### Task instructions
Every record needs to be repeated exactly; its pictures do not.

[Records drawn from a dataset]
-.-.-
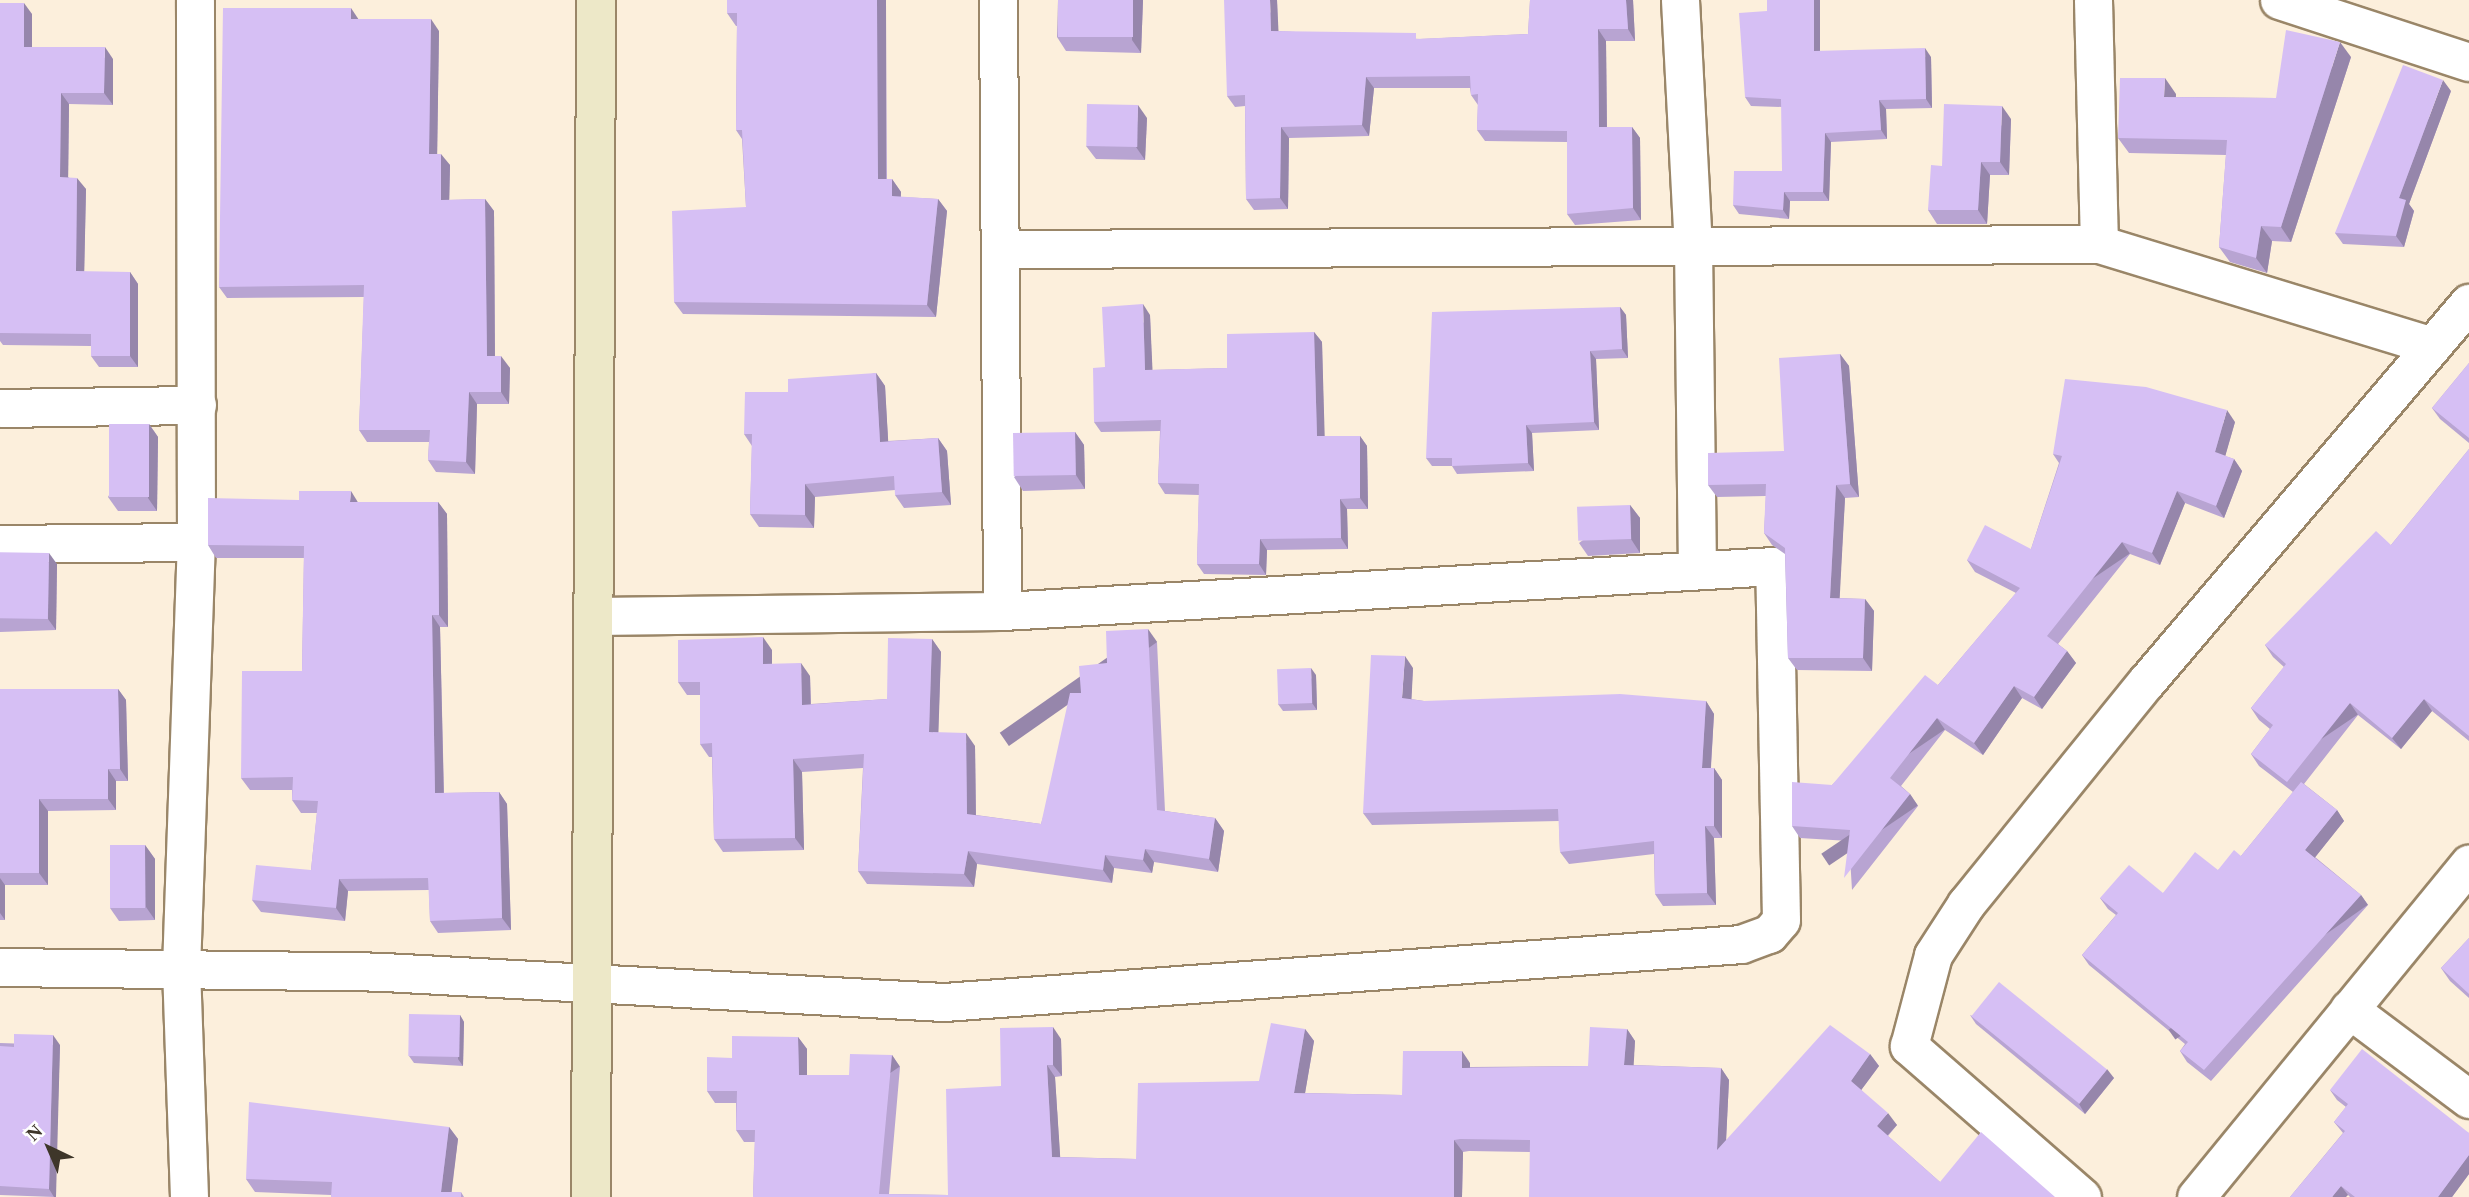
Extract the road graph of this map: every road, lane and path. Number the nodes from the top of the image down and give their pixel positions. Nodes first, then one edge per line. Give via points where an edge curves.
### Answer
1 (195, 0) edge
2 (596, 0) edge
3 (998, 0) edge
4 (1679, 0) edge
5 (2093, 0) edge
6 (2279, 0) edge
7 (2469, 62) edge
8 (1693, 244) junction
9 (2099, 244) junction
10 (1003, 249) junction
11 (2469, 303) edge
12 (2432, 346) junction
13 (197, 405) junction
14 (0, 408) edge
15 (196, 542) junction
16 (0, 544) edge
17 (1697, 569) junction
18 (1002, 611) junction
19 (593, 616) junction
20 (2469, 863) edge
21 (0, 967) edge
22 (180, 969) junction
23 (594, 988) junction
24 (2349, 1009) junction
25 (2469, 1099) edge
26 (189, 1197) edge
27 (591, 1197) edge
28 (2082, 1197) edge
29 (2196, 1197) edge

1 - 13 street
2 - 19 street
3 - 10 street
4 - 8 street
5 - 9 street
6 - 7 street
8 - 9 street
8 - 10 street
8 - 17 street
9 - 12 street
10 - 18 street
11 - 12 street
12 - 28 street via 2146,682 1966,904 1933,955 1909,1046
13 - 14 street
13 - 15 street
15 - 16 street
15 - 22 street
17 - 18 street
17 - 23 street via 1774,566 1785,903 1781,920 1754,941 944,1002
18 - 19 street
19 - 23 street
20 - 24 street
21 - 22 street
22 - 23 street via 383,972
22 - 26 street
23 - 27 street
24 - 25 street
24 - 29 street

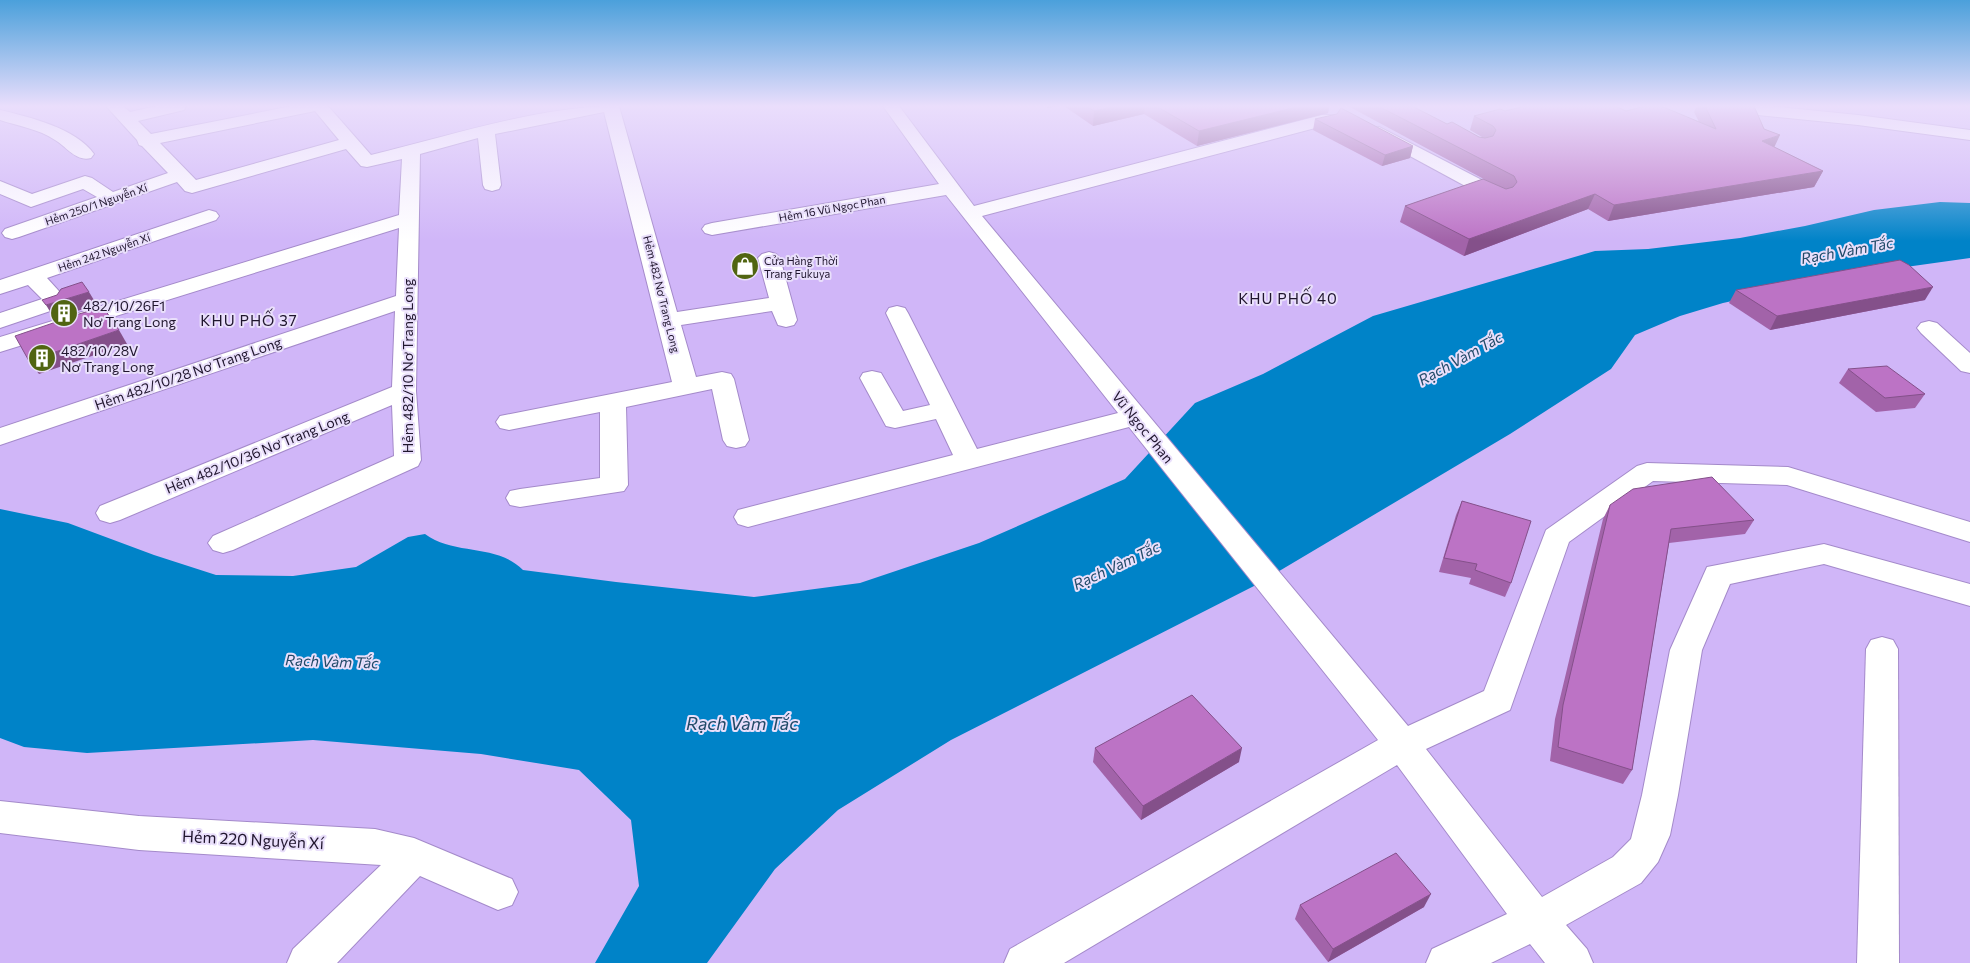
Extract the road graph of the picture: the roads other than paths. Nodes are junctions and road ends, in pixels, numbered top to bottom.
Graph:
-.-.-
### Final answer
Extract the road graph of this map: every road, lane and path. Number the nodes from the top of the image down and give their pixel positions. Nodes first, then one edge per line. Give via points where an edge curves.
### Answer
1 (195, 0) edge
2 (596, 0) edge
3 (998, 0) edge
4 (1679, 0) edge
5 (2093, 0) edge
6 (2279, 0) edge
7 (2469, 62) edge
8 (1693, 244) junction
9 (2099, 244) junction
10 (1003, 249) junction
11 (2469, 303) edge
12 (2432, 346) junction
13 (197, 405) junction
14 (0, 408) edge
15 (196, 542) junction
16 (0, 544) edge
17 (1697, 569) junction
18 (1002, 611) junction
19 (593, 616) junction
20 (2469, 863) edge
21 (0, 967) edge
22 (180, 969) junction
23 (594, 988) junction
24 (2349, 1009) junction
25 (2469, 1099) edge
26 (189, 1197) edge
27 (591, 1197) edge
28 (2082, 1197) edge
29 (2196, 1197) edge

1 - 13 street
2 - 19 street
3 - 10 street
4 - 8 street
5 - 9 street
6 - 7 street
8 - 9 street
8 - 10 street
8 - 17 street
9 - 12 street
10 - 18 street
11 - 12 street
12 - 28 street via 2146,682 1966,904 1933,955 1909,1046
13 - 14 street
13 - 15 street
15 - 16 street
15 - 22 street
17 - 18 street
17 - 23 street via 1774,566 1785,903 1781,920 1754,941 944,1002
18 - 19 street
19 - 23 street
20 - 24 street
21 - 22 street
22 - 23 street via 383,972
22 - 26 street
23 - 27 street
24 - 25 street
24 - 29 street

Extract the road graph of the picture: the roads other than paths. Nodes are junctions and road ends, in pixels, numbered top to bottom.
Graph:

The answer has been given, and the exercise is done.